# General > PC & Console Gaming >  playstation light of death

## bobbyrussell09

Any users on here had the unfortunate case of this happening .mine is showing it ,but could poss be to much use lol

----------


## TP3980

This is quite common, there is a instruction video on You Tube by Gilksy, search YLOD Gilksy.
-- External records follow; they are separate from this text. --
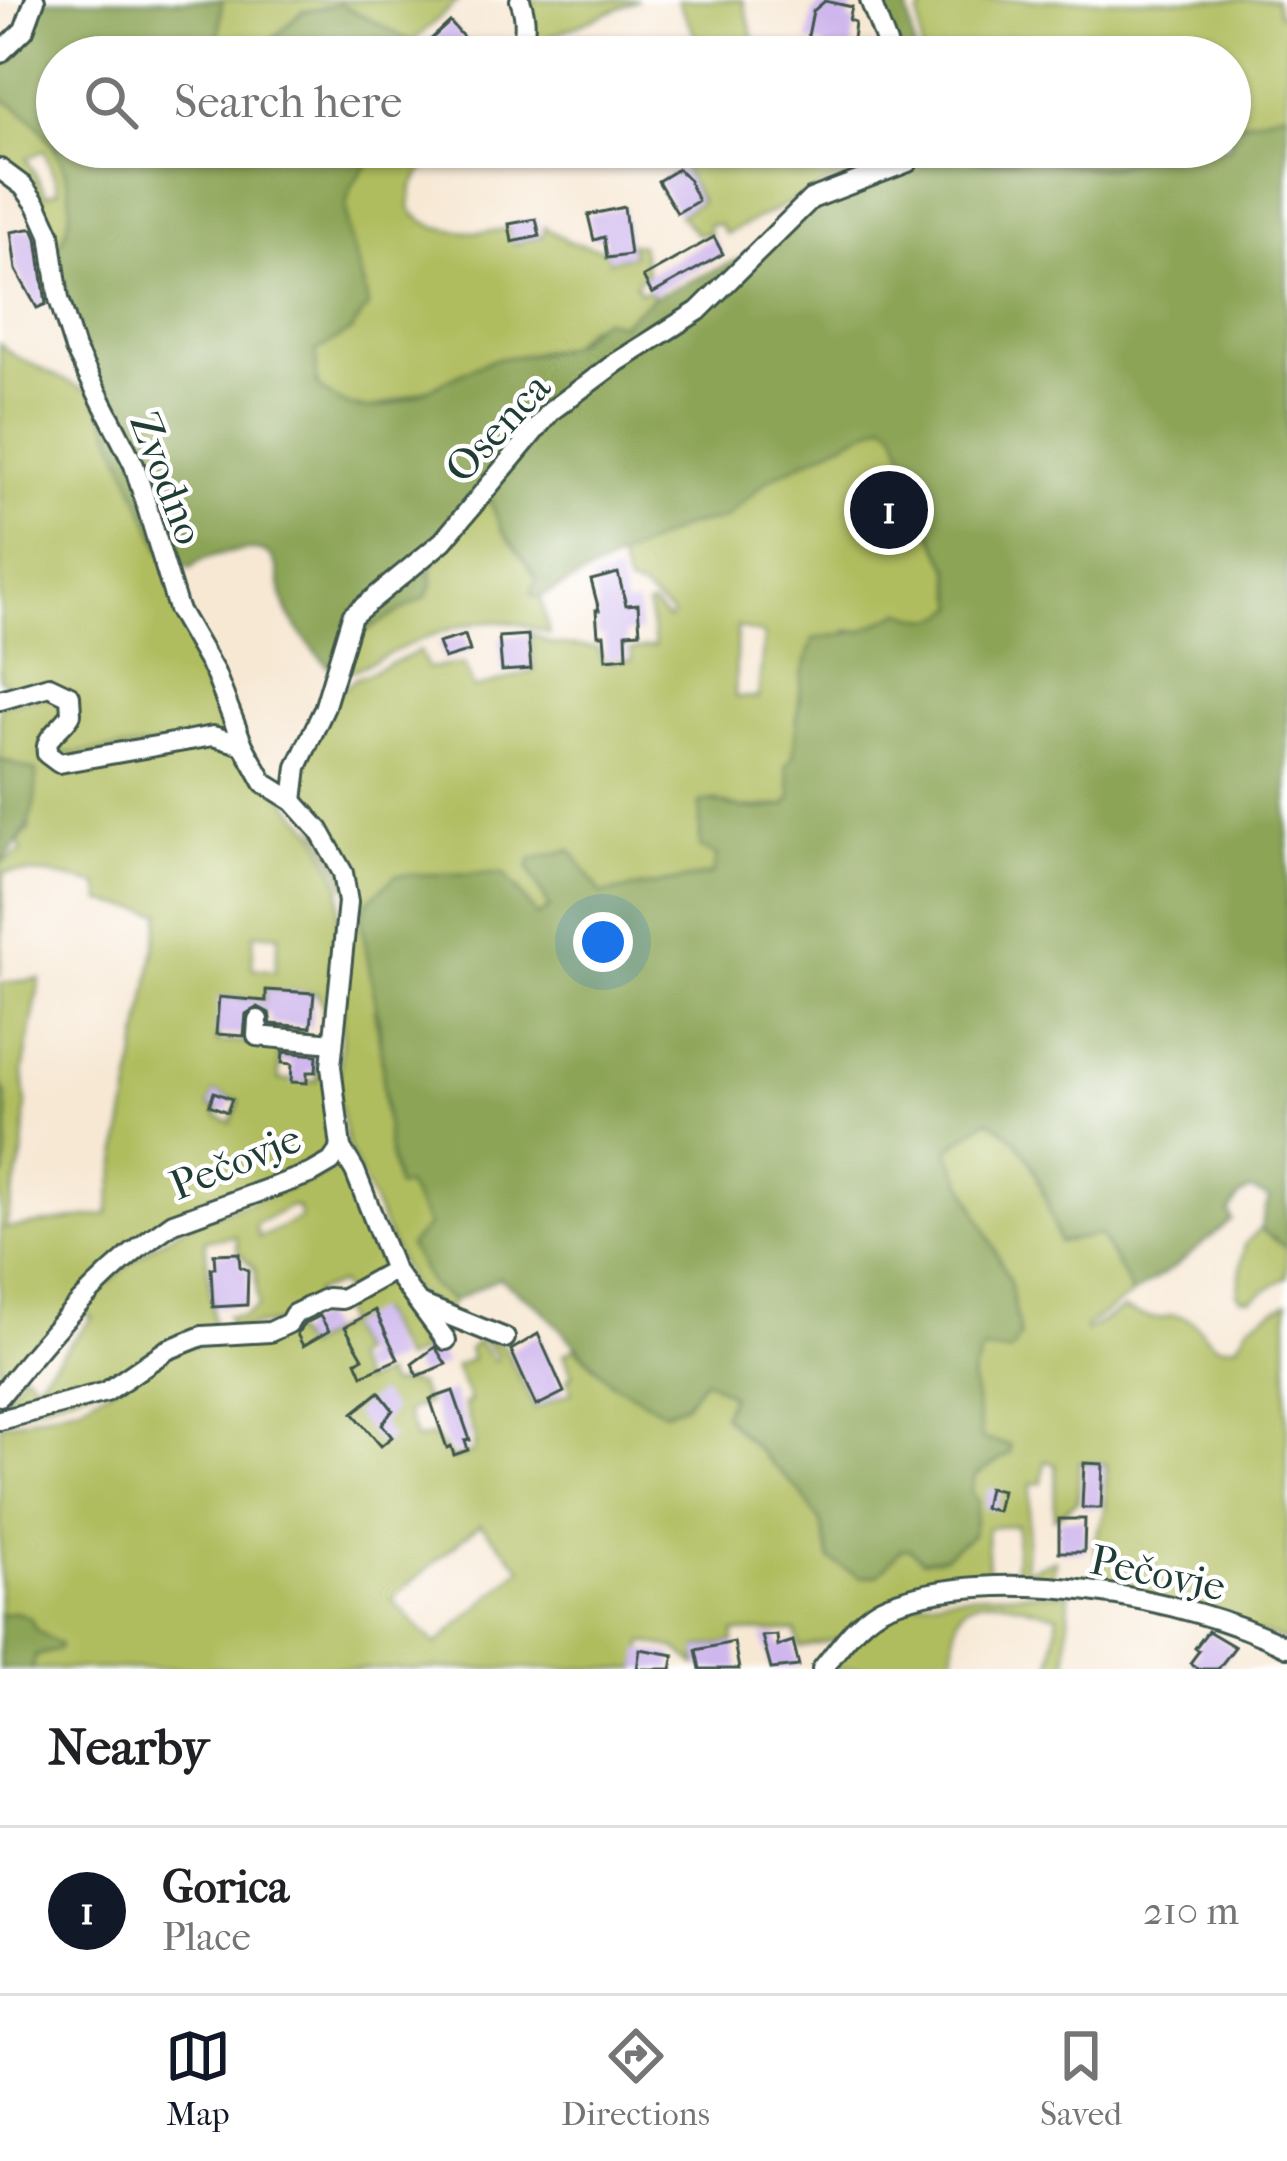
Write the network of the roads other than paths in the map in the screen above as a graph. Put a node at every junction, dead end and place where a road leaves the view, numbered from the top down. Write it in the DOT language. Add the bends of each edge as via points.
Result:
graph roads {
  1 [pos="34,0"];
  2 [pos="520,0"];
  3 [pos="870,0"];
  4 [pos="525,36"];
  5 [pos="884,36"];
  6 [pos="0,53"];
  7 [pos="892,168"];
  8 [pos="0,169"];
  9 [pos="0,700"];
  10 [pos="243,746"];
  11 [pos="293,802"];
  12 [pos="258,1020"];
  13 [pos="334,1042"];
  14 [pos="341,1148"];
  15 [pos="394,1270"];
  16 [pos="418,1303"];
  17 [pos="505,1338"];
  18 [pos="446,1340"];
  19 [pos="0,1396"];
  20 [pos="0,1420"];
  21 [pos="1287,1647"];
  22 [pos="822,1669"];
  1 -- 6 [label="street" via="25,30"];
  2 -- 4 [label="street"];
  3 -- 5 [label="street"];
  7 -- 11 [label="street, Osenca" via="811,199 698,311 551,411 442,541 352,616 297,766"];
  8 -- 10 [label="street, Zvodno" via="37,205 50,234 75,350 134,465 178,609"];
  9 -- 10 [label="street" via="50,686 70,696 70,714 46,746 58,763 213,736"];
  10 -- 11 [label="street, Zvodno" via="264,783"];
  11 -- 13 [label="street, Pečovje" via="331,847 348,902"];
  12 -- 13 [label="street" via="257,1036"];
  13 -- 14 [label="street, Pečovje"];
  14 -- 15 [label="street"];
  14 -- 19 [label="street, Pečovje" via="324,1168 157,1234 110,1270"];
  15 -- 16 [label="street"];
  15 -- 20 [label="street" via="270,1332 202,1336 166,1350 106,1392"];
  16 -- 17 [label="street"];
  16 -- 18 [label="street"];
  21 -- 22 [label="street, Pečovje" via="1226,1622 1101,1594 988,1585 886,1606"];
}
Although, this is apparently a temp fix at best .
Just happened to me, got the Red Light of Death!  Disaster!

----------


## bobbyrussell09

ive used the temp fix .light bk on now

----------


## regalkings

hi want a cbroken 1 to have a look at do you want to sell it

----------


## bobbyrussell09

yeah i would be ,

----------


## EDDIE

If it needs another main board i dont think you can buy them new u would have to look for second hand one of ebay or look for a ps3 that just a faulty drive disk on ebay and buy that if the price is write and take the bits u need out if .
My ps3 broke last week i was lucky it was just the blu ray rom got new one of ebay seems ok at the moment
Consule in general run at very hot temp u can see why the pack up if ure a hard user.

----------


## tattoo_tearz

i got the YLOD a few weeks ago. i have checked the youtube tutorials on how to fix but too be honest i dont have the patience or knowledge to fix this myself. does anyone know if there is anywhere locally it could be fixed?

----------


## viking954

I fix the redrings for £30.00

----------